L'intervention de la Commission de la construction du Québec pour faire cesser une corvée de peinture effectuée par des bénévoles dans une école de la Montérégie rappelle la fermeté avec laquelle la Régie du bâtiment du Québec a exigé l'an dernier la démolition de mezzanines dans des écoles de Sherbrooke.

Coût de pinceau à l'école

CHRONIQUE / Bon, une autre application rigide d'un règlement en milieu scolaire est interprétée comme une prise d'otages parce qu'elle bloque une initiative visant à créer un environnement plus stimulant pour les enfants et qu'en plus, elle mobilise leurs parents.
La Commission de la construction du Québec (CCQ) passe depuis deux jours à la varlope, plusieurs se demandant si ses inspecteurs n'avaient pas plus urgent et plus utile à faire que d'aller enlever les pinceaux et les rouleaux des mains de bénévoles engagés dans une corvée de peinture pour redonner du lustre à une école qui manquait d'amour
L'intransigeance avec laquelle la police de la construction est intervenue à l'école primaire Capitaine-Luc-Fortin de Saint-Sébastien, en Montérégie, n'est pas sans rappeler le jugement sans appel de la Régie du bâtiment du Québec (RBQ), qui avait exigé l'an dernier la démolition de 13 mezzanines dans des écoles de Sherbrooke. Ces perchoirs, qui avaient été aménagés dans des classes et qui étaient utilisés par les enfants comme coin de lecture, étaient hors normes.
L'indignation du professeur ayant été l'instigateur du projet, qui estimait les bienfaits pour les écoliers bien plus élevés que les risques de chutes et de blessures, avait obtenu un large appui dans l'opinion publique. Malgré cela, la RBQ n'avait démontré aucune ouverture, s'accrochant au principe qu'aucun compromis n'est possible en matière de sécurité.
C'est également un des facteurs invoqués par la CCQ pour justifier l'arrêt du chantier communautaire amorcé à l'école d'un village de 800 habitants. Comment veiller à ce que ces travailleurs de bonne volonté suivent le code des saines pratiques que les peintres professionnels sont tenus de respecter pour se conformer aux exigences de la CSST? Les participants affirment avoir eu ce souci dès le départ, mais ce ne sera vraisemblablement pas suffisant pour qu'ils puissent finir eux-mêmes le travail amorcé.
Les valeureux de Saint-Sébastien ne le savaient probablement pas lorsqu'ils ont entrepris leur « bee », mais au même moment, la CCQ dévoilait les résultats d'une « opération de conformité » menée entre le 1er novembre et le 10 décembre, qui visait spécifiquement le secteur de la finition intérieure.
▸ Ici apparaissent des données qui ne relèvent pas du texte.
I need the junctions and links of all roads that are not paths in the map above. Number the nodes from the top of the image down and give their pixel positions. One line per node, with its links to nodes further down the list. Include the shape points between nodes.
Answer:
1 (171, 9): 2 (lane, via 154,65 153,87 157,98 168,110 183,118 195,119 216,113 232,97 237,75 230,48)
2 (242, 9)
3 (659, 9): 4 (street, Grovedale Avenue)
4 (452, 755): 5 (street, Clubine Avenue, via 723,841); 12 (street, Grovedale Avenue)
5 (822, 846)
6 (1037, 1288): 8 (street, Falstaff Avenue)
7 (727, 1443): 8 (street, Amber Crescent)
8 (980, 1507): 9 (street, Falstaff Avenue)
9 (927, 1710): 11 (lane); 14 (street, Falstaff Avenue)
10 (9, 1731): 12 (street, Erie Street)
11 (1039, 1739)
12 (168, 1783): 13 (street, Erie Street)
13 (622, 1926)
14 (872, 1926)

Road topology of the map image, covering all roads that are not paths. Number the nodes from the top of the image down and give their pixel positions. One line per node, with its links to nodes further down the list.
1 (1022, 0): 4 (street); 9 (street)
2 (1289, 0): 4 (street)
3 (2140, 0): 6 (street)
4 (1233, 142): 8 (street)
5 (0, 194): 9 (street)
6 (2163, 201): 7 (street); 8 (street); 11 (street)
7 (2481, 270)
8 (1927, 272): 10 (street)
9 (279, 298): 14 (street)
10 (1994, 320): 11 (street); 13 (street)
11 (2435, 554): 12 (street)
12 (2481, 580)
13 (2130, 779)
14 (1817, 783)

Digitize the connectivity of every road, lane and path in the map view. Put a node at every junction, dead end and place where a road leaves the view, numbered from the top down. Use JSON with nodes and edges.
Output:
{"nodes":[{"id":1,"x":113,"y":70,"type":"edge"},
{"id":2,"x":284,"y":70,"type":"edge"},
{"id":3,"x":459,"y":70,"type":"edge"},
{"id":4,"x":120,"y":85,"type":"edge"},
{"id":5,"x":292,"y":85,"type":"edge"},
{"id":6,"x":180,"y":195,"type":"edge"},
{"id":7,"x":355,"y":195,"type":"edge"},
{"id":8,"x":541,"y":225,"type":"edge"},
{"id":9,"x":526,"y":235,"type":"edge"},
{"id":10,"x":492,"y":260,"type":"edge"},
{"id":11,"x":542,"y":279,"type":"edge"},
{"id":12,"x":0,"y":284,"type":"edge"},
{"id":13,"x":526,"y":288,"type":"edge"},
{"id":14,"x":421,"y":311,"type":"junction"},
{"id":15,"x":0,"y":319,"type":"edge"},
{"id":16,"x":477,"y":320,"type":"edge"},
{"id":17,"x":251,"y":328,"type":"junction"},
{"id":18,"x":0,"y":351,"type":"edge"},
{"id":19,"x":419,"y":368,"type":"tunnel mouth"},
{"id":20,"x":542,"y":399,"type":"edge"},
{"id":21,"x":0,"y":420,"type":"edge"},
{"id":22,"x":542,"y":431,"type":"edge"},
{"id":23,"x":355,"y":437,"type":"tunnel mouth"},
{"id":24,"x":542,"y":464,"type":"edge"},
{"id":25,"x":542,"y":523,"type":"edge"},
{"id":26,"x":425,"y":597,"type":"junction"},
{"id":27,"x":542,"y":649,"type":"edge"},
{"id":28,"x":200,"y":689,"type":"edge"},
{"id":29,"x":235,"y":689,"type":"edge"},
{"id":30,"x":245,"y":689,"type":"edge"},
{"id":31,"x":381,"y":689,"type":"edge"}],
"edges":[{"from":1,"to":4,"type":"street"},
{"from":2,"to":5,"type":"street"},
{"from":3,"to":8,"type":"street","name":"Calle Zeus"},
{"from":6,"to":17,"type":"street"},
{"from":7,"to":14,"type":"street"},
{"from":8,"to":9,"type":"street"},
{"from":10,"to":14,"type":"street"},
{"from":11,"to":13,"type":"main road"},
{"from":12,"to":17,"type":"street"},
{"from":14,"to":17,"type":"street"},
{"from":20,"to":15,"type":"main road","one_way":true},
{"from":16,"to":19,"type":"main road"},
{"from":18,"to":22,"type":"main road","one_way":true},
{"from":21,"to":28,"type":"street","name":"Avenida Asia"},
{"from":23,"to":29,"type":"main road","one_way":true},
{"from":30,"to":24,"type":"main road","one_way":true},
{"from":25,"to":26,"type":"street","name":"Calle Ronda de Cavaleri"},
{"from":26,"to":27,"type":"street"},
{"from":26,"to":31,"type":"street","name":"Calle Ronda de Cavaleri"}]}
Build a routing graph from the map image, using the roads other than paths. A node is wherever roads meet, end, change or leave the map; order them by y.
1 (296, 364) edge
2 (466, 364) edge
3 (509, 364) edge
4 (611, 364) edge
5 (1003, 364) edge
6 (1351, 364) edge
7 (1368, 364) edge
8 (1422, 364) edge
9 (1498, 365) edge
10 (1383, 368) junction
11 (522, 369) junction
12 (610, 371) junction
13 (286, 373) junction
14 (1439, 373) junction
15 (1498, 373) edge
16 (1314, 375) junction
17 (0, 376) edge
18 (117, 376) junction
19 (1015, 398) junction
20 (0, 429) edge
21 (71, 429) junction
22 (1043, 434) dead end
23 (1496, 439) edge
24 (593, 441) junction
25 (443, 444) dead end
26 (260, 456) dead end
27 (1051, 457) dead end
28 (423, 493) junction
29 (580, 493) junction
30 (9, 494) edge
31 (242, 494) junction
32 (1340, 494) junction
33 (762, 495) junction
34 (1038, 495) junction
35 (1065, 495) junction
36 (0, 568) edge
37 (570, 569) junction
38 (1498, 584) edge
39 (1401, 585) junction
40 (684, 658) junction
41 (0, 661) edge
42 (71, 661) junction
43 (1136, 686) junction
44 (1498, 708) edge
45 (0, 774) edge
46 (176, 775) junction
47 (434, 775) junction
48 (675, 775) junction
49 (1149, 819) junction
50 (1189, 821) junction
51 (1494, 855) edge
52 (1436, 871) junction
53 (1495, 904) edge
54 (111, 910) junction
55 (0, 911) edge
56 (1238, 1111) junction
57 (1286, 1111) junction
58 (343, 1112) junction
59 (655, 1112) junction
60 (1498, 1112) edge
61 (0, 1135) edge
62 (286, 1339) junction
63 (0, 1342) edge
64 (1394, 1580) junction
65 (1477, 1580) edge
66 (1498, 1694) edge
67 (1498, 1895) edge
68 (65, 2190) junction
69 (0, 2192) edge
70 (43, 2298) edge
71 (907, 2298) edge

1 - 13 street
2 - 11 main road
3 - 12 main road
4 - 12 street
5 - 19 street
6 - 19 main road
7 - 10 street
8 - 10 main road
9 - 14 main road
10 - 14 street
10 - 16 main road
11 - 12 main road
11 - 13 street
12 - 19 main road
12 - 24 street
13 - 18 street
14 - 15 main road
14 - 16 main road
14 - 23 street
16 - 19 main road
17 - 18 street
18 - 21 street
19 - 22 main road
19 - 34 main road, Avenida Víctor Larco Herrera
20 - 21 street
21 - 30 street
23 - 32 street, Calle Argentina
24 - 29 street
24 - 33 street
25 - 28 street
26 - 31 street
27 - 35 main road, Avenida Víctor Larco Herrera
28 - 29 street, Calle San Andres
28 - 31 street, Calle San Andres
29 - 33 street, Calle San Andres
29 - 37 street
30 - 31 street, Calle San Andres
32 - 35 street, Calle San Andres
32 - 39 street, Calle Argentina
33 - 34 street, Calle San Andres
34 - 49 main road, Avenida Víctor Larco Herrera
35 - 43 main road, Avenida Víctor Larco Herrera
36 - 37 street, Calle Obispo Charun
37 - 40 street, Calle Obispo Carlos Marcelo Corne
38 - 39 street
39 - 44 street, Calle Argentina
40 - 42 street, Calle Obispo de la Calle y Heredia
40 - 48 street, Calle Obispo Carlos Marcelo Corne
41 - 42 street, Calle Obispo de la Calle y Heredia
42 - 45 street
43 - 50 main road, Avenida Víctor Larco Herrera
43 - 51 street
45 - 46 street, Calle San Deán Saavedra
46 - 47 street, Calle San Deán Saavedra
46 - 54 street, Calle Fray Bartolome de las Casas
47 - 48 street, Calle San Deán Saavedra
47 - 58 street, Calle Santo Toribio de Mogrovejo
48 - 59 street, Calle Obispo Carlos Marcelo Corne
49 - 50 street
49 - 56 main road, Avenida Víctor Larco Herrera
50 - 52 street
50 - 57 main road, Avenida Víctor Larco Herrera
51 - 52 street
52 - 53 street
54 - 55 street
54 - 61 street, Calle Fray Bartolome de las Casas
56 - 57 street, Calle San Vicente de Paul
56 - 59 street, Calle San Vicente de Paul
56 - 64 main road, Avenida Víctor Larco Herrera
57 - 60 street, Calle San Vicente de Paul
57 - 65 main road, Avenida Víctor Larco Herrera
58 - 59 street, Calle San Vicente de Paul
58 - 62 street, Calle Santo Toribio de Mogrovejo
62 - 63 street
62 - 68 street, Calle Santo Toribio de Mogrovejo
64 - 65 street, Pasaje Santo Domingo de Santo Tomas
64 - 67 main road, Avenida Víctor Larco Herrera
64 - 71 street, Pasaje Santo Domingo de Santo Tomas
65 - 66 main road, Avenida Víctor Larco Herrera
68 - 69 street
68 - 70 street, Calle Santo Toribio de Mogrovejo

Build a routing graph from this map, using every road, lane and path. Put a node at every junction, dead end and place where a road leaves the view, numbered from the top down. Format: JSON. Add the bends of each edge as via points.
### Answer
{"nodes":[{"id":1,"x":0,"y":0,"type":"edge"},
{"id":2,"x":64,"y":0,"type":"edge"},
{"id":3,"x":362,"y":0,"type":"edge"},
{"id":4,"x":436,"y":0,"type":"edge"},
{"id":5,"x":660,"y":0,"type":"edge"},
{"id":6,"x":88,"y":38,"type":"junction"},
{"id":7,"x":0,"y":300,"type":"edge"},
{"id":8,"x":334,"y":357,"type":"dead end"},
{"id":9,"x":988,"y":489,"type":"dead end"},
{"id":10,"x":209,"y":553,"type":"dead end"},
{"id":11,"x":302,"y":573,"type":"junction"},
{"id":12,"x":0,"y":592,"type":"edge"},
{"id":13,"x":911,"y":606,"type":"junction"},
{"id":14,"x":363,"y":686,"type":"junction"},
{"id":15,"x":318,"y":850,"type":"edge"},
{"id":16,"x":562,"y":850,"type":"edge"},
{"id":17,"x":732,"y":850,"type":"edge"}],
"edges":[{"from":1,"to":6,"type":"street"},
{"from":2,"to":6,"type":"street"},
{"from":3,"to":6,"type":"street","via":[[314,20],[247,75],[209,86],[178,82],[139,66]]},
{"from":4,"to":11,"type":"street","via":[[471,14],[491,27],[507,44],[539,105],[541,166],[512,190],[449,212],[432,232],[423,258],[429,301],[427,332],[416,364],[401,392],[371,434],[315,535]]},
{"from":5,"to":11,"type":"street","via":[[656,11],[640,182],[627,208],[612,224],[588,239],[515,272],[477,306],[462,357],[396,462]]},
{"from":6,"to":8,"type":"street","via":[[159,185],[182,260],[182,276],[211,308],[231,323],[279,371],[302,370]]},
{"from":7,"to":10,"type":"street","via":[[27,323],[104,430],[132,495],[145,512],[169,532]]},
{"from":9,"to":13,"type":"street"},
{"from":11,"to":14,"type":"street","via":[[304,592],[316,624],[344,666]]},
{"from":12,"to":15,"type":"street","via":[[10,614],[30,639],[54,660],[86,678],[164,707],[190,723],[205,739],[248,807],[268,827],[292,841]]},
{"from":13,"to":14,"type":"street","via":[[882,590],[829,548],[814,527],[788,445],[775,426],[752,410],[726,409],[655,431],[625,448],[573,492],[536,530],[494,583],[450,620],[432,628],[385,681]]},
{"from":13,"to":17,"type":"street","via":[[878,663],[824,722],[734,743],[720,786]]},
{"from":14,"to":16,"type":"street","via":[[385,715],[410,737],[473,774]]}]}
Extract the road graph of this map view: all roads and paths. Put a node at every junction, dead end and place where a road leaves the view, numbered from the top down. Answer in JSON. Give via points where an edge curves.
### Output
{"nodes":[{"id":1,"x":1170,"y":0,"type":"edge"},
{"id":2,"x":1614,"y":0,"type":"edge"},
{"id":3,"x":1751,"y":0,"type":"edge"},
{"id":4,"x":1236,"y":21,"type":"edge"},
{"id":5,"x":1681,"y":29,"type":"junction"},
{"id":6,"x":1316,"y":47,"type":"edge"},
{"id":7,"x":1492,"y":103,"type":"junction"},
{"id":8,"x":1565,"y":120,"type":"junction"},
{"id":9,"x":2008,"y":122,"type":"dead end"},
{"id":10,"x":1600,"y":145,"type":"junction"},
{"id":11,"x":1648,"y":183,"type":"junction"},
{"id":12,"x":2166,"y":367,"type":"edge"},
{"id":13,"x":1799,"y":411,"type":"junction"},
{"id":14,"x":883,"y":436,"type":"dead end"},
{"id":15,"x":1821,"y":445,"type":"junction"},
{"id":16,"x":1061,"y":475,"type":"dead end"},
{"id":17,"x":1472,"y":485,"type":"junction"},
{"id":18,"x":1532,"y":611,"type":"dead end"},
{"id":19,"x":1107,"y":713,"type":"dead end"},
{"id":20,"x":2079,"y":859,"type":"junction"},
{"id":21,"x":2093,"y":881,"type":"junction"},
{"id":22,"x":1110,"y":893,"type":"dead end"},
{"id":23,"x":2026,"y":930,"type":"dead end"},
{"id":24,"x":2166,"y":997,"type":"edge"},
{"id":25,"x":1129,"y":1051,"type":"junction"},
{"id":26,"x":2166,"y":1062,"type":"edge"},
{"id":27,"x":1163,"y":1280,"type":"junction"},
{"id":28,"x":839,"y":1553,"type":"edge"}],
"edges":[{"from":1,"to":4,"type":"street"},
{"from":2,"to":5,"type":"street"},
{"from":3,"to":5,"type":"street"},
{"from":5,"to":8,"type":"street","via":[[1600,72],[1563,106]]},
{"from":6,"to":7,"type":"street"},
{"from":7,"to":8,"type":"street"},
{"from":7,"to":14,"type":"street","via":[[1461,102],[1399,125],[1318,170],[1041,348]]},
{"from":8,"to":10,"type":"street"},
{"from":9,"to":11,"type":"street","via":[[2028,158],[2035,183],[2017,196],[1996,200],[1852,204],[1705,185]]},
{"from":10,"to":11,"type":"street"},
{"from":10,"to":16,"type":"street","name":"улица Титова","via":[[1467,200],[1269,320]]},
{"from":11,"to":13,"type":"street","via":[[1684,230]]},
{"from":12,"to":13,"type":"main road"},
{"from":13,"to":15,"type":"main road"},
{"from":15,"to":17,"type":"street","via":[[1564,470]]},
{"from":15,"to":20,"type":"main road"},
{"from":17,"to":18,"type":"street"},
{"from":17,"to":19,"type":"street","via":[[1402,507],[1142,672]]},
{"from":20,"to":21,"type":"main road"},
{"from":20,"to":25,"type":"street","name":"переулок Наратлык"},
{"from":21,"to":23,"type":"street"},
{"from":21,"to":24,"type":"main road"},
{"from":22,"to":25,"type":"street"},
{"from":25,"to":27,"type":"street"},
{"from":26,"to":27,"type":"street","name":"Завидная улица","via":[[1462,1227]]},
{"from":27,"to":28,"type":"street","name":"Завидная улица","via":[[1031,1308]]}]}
Celui-ci a été ciblé parce que la délinquance observée lors des inspections des dernières années, sur les chantiers où des poseurs de gypse, des tireurs de joints et des peintres étaient actifs, atteignait 30 %. Bien que cette surveillance renforcée ait été annoncée, de la délinquance a tout de même été constatée sur 22 % des 657 chantiers visités. Pas moins de 206 amendes ont été données.
« Le travail au noir et la concurrence déloyale sont encore très présents dans le secteur de la finition intérieure », a répété il y a dix jours le vice-président aux opérations de la CCQ, Jean-Guy Gagnon.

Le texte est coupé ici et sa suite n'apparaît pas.